Input data:

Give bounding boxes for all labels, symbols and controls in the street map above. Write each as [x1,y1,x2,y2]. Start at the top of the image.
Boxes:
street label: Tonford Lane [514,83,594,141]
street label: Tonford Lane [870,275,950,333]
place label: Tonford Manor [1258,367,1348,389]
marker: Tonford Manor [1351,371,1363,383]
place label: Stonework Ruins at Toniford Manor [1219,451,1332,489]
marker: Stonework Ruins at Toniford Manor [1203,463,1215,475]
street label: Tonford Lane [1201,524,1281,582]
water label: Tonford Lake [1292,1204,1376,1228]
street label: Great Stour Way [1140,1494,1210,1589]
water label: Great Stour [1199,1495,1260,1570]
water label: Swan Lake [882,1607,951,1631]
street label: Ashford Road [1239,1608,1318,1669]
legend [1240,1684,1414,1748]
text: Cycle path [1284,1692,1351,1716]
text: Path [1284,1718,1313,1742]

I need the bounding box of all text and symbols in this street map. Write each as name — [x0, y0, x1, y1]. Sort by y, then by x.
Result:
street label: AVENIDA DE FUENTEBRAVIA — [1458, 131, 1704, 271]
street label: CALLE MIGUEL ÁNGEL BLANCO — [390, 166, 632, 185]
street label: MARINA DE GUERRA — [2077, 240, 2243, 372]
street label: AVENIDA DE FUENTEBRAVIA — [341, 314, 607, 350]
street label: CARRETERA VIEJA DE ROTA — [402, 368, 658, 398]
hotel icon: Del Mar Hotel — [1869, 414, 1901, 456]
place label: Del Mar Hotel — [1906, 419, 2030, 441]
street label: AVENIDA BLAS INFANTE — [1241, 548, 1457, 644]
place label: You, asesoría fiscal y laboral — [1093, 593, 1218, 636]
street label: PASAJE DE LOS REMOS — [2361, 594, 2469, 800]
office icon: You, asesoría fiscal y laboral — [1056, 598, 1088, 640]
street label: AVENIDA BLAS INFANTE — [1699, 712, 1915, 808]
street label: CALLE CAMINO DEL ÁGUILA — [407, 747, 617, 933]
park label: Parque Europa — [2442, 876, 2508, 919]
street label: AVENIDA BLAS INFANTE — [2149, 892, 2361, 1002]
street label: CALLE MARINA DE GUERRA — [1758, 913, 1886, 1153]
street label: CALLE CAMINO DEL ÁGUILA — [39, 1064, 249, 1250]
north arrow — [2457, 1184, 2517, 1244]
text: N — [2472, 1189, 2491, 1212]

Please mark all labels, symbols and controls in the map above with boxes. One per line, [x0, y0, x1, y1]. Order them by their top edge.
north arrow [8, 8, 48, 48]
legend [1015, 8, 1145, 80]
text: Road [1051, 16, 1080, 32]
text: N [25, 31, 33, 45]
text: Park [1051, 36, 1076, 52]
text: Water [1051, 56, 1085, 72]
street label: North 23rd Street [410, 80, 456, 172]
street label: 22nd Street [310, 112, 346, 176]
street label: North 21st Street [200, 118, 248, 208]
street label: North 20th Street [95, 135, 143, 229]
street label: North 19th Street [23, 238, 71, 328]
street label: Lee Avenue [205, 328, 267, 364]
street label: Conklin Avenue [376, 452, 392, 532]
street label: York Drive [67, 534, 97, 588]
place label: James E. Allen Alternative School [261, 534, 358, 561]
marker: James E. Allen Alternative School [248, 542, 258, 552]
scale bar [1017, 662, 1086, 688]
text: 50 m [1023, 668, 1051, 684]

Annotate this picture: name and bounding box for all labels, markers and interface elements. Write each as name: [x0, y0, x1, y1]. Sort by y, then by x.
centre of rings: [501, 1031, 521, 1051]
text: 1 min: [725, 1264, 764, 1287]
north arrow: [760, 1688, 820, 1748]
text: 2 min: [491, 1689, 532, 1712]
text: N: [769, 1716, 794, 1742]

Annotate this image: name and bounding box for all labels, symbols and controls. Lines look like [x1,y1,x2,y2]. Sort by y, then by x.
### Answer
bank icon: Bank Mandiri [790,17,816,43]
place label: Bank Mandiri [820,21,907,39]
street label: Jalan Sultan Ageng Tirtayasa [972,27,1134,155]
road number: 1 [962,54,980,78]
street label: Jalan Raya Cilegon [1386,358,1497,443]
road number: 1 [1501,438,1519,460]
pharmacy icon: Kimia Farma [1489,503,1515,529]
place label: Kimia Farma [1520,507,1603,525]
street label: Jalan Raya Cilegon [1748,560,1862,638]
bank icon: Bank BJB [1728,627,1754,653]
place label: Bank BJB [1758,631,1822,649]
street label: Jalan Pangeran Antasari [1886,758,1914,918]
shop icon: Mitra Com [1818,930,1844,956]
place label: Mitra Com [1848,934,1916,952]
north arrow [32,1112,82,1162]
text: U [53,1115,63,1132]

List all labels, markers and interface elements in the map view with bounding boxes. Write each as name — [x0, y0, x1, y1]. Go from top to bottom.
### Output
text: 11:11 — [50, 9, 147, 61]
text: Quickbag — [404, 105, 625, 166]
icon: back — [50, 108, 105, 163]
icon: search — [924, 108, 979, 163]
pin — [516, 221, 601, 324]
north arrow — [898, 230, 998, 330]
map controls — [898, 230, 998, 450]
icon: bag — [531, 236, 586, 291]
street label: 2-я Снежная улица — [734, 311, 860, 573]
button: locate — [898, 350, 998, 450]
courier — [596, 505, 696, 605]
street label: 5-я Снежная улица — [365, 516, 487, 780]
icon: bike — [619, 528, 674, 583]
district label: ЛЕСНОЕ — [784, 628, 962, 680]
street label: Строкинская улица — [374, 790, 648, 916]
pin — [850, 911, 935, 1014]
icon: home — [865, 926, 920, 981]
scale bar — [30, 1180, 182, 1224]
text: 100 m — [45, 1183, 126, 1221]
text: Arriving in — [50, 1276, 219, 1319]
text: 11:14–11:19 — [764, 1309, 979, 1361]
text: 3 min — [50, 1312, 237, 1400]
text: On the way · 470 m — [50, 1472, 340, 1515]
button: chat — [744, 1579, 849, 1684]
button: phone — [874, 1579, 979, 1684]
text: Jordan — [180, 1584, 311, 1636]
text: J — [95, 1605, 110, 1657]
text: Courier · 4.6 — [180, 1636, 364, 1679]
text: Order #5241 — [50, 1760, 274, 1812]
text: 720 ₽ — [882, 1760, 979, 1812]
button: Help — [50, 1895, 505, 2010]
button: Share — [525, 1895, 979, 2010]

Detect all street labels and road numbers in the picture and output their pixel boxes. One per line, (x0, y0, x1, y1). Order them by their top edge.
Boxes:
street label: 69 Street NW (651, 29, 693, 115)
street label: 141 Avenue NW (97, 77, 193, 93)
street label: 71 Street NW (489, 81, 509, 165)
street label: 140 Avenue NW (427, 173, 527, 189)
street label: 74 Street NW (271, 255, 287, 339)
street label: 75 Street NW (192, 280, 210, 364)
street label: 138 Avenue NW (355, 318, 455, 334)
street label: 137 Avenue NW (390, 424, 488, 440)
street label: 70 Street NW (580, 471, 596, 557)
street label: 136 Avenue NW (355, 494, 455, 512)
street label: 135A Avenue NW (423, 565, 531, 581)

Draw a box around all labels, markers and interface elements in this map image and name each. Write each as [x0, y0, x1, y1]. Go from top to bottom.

Description of the task: Output, unchanged, the lines of the listing above from the first one through the one holding "I need the bounding". Leave out every line after it.

Written response:
Give bounding boxes for all labels, symbols and controls in the street map above. Write each as [x1,y1,x2,y2]. Start at the top of the image.
Boxes:
street label: Tonford Lane [514,83,594,141]
street label: Tonford Lane [870,275,950,333]
place label: Tonford Manor [1258,367,1348,389]
marker: Tonford Manor [1351,371,1363,383]
place label: Stonework Ruins at Toniford Manor [1219,451,1332,489]
marker: Stonework Ruins at Toniford Manor [1203,463,1215,475]
street label: Tonford Lane [1201,524,1281,582]
water label: Tonford Lake [1292,1204,1376,1228]
street label: Great Stour Way [1140,1494,1210,1589]
water label: Great Stour [1199,1495,1260,1570]
water label: Swan Lake [882,1607,951,1631]
street label: Ashford Road [1239,1608,1318,1669]
legend [1240,1684,1414,1748]
text: Cycle path [1284,1692,1351,1716]
text: Path [1284,1718,1313,1742]

I need the bounding box of all text and symbols in this street map. Write each as name — [x0, y0, x1, y1]. Sort by y, then by x.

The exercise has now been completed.